# Required action
Report every line of the listing below in which the string "SkTextEncoding" appears.
=== Section Start ===
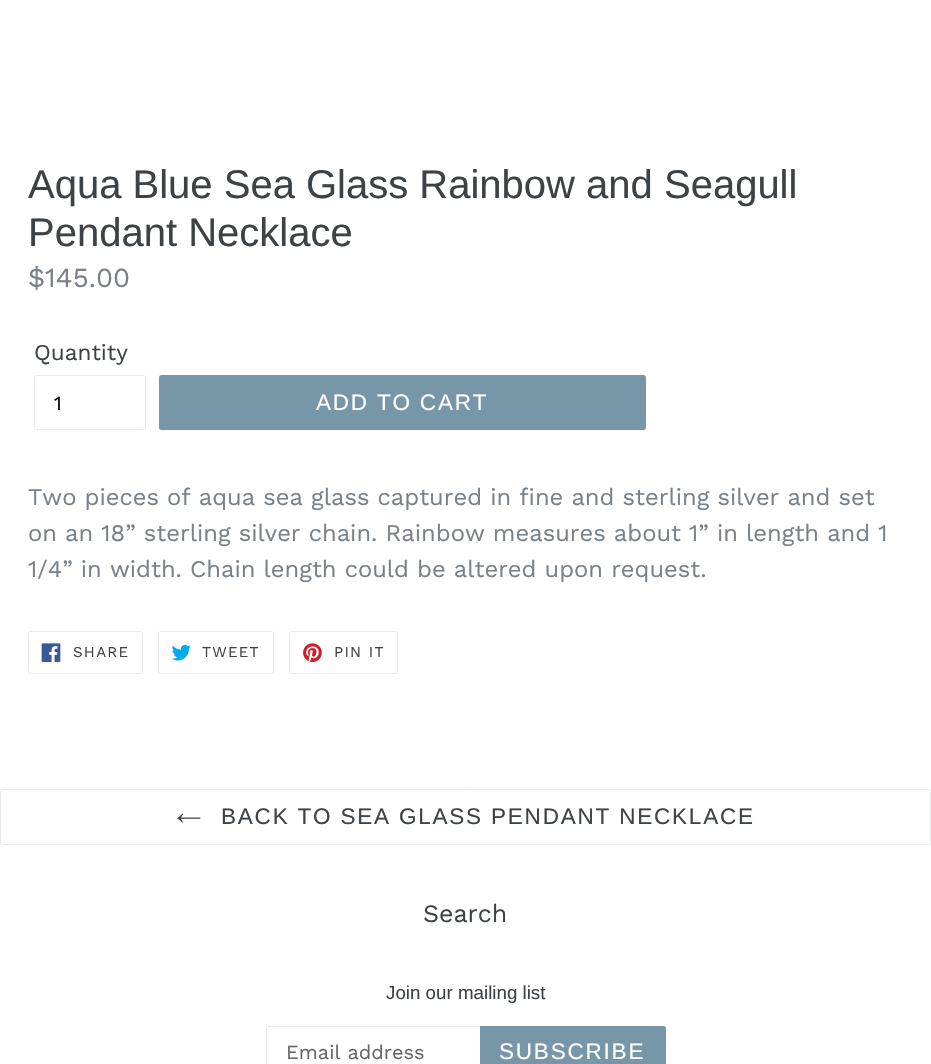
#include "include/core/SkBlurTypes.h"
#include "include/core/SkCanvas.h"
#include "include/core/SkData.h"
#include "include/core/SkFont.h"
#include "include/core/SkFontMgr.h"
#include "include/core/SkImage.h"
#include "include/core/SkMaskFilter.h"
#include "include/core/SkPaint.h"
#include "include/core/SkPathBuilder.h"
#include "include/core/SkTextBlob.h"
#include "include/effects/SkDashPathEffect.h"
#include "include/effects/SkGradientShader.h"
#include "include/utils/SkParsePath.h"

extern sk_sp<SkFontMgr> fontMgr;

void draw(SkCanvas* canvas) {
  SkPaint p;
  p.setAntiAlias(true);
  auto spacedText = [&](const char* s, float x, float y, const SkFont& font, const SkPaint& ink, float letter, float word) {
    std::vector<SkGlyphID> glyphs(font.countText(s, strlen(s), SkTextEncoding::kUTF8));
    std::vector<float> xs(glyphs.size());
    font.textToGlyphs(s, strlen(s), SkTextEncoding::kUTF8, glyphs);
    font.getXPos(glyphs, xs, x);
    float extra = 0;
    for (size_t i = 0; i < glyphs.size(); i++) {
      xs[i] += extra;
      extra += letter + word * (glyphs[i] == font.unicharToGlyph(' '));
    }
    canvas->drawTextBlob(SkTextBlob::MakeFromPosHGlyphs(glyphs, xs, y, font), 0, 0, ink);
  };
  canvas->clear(SK_ColorWHITE);
  p.setStyle(SkPaint::kStroke_Style);
  p.setStrokeWidth(1);
  p.setColor(SkColorSetRGB(232, 233, 235));
  canvas->drawRoundRect(SkRect::MakeLTRB(34.5f, 375.5f, 145.5f, 429.5f), 2, 2, p);
  p.setStyle(SkPaint::kFill_Style);
  p.setColor(SkColorSetRGB(119, 150, 168));
  canvas->drawRoundRect(SkRect::MakeLTRB(159, 375, 646, 430), 2.5f, 2.5f, p);
  p.setStyle(SkPaint::kStroke_Style);
  p.setColor(SkColorSetRGB(232, 233, 235));
  canvas->drawRoundRect(SkRect::MakeLTRB(28.5f, 631.5f, 142.5f, 673.5f), 2, 2, p);
  canvas->drawImageRect(SkImages::DeferredFromEncodedData(SkData::MakeFromFileName("images/1.png")), SkRect::MakeLTRB(41, 643, 61, 663), SkSamplingOptions());
  canvas->drawRoundRect(SkRect::MakeLTRB(158.5f, 631.5f, 273.5f, 673.5f), 2, 2, p);
  canvas->drawImageRect(SkImages::DeferredFromEncodedData(SkData::MakeFromFileName("images/2.png")), SkRect::MakeLTRB(171, 644, 191, 661), SkSamplingOptions());
  canvas->drawRoundRect(SkRect::MakeLTRB(289.5f, 631.5f, 397.5f, 673.5f), 2, 2, p);
  canvas->drawImageRect(SkImages::DeferredFromEncodedData(SkData::MakeFromFileName("images/3.png")), SkRect::MakeLTRB(303, 643, 322, 663), SkSamplingOptions());
  canvas->drawRoundRect(SkRect::MakeLTRB(0.5f, 789.5f, 930.5f, 844.5f), 2, 2, p);
  canvas->drawImageRect(SkImages::DeferredFromEncodedData(SkData::MakeFromFileName("images/4.png")), SkRect::MakeLTRB(177, 813, 201, 823), SkSamplingOptions());
  p.setStyle(SkPaint::kFill_Style);
  canvas->drawRect(SkRect::MakeLTRB(268, 1026, 480, 1027), p);
  canvas->drawRect(SkRect::MakeLTRB(266, 1028, 267, 1064), p);
  p.setColor(SkColorSetRGB(119, 150, 168));
  canvas->drawPath(SkPathBuilder().moveTo(480, 1026).lineTo(663.5f, 1026).cubicTo(665, 1026, 666, 1027, 666, 1028.5f).lineTo(666, 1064.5f).cubicTo(666, 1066, 665, 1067, 663.5f, 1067).lineTo(480, 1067).close().detach(), p);
  SkFont font1(fontMgr->matchFamilyStyle("Liberation Sans", SkFontStyle::Normal()), 40);
  font1.setSubpixel(true);
  p.setColor(SkColorSetRGB(61, 66, 70));
  canvas->drawString("Aqua Blue Sea Glass Rainbow and Seagull", 28, 198, font1, p);
  canvas->drawString("Pendant Necklace", 28, 246, font1, p);
  SkFont font2(fontMgr->matchFamilyStyle("Work Sans", SkFontStyle::Normal()), 27.5f);
  font2.setSubpixel(true);
  p.setColor(SkColorSetRGB(120, 129, 136));
  canvas->drawString("$145.00", 28, 287, font2, p);
  SkFont font3(fontMgr->matchFamilyStyle("Work Sans", SkFontStyle::Normal()), 22.5f);
  font3.setSubpixel(true);
  p.setColor(SkColorSetRGB(61, 66, 70));
  canvas->drawString("Quantity", 34, 360, font3, p);
  SkFont font4(fontMgr->matchFamilyStyle("Work Sans", SkFontStyle::Normal()), 20);
  font4.setSubpixel(true);
  p.setColor(SK_ColorBLACK);
  canvas->drawString("1", 54, 410, font4, p);
  SkFont font5(fontMgr->matchFamilyStyle("Liberation Sans", SkFontStyle::Normal()), 22.5f);
  font5.setSubpixel(true);
  p.setColor(SK_ColorWHITE);
  spacedText("ADD TO CART", 316, 410, font5, p, 1.8f, 0);
  SkFont font6(fontMgr->matchFamilyStyle("Work Sans", SkFontStyle::Normal()), 23.75f);
  font6.setSubpixel(true);
  p.setColor(SkColorSetRGB(120, 129, 136));
  canvas->drawString("Two pieces of aqua sea glass captured in fine and sterling silver and set", 28, 505, font6, p);
  canvas->drawString("on an 18” sterling silver chain. Rainbow measures about 1” in length and 1", 28, 541, font6, p);
  canvas->drawString("1/4” in width. Chain length could be altered upon request.", 28, 577, font6, p);
  SkFont font7(fontMgr->matchFamilyStyle("Work Sans", SkFontStyle::Normal()), 15);
  font7.setSubpixel(true);
  p.setColor(SkColorSetRGB(61, 66, 70));
  spacedText("SHARE", 73, 657, font7, p, 1.25f, 0);
  spacedText("TWEET", 202, 657, font7, p, 1.25f, 0);
  spacedText("PIN IT", 334, 657, font7, p, 1.25f, 0);
  spacedText("BACK TO SEA GLASS PENDANT NECKLACE", 221, 824, font5, p, 1.8f, 0);
  SkFont font8(fontMgr->matchFamilyStyle("Work Sans", SkFontStyle::Normal()), 25);
  font8.setSubpixel(true);
  canvas->drawString("Search", 423, 922, font8, p);
  SkFont font9(fontMgr->matchFamilyStyle("Liberation Sans", SkFontStyle::Normal()), 18.75f);
  font9.setSubpixel(true);
  canvas->drawString("Join our mailing list", 386, 999, font9, p);
  p.setColor(SkColorSetRGB(102, 102, 102));
  canvas->drawString("Email address", 286, 1059, font4, p);
  p.setColor(SK_ColorWHITE);
  spacedText("SUBSCRIBE", 499, 1059, font5, p, 1.8f, 0);
}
=== Section End ===
# Output
    std::vector<SkGlyphID> glyphs(font.countText(s, strlen(s), SkTextEncoding::kUTF8));
    font.textToGlyphs(s, strlen(s), SkTextEncoding::kUTF8, glyphs);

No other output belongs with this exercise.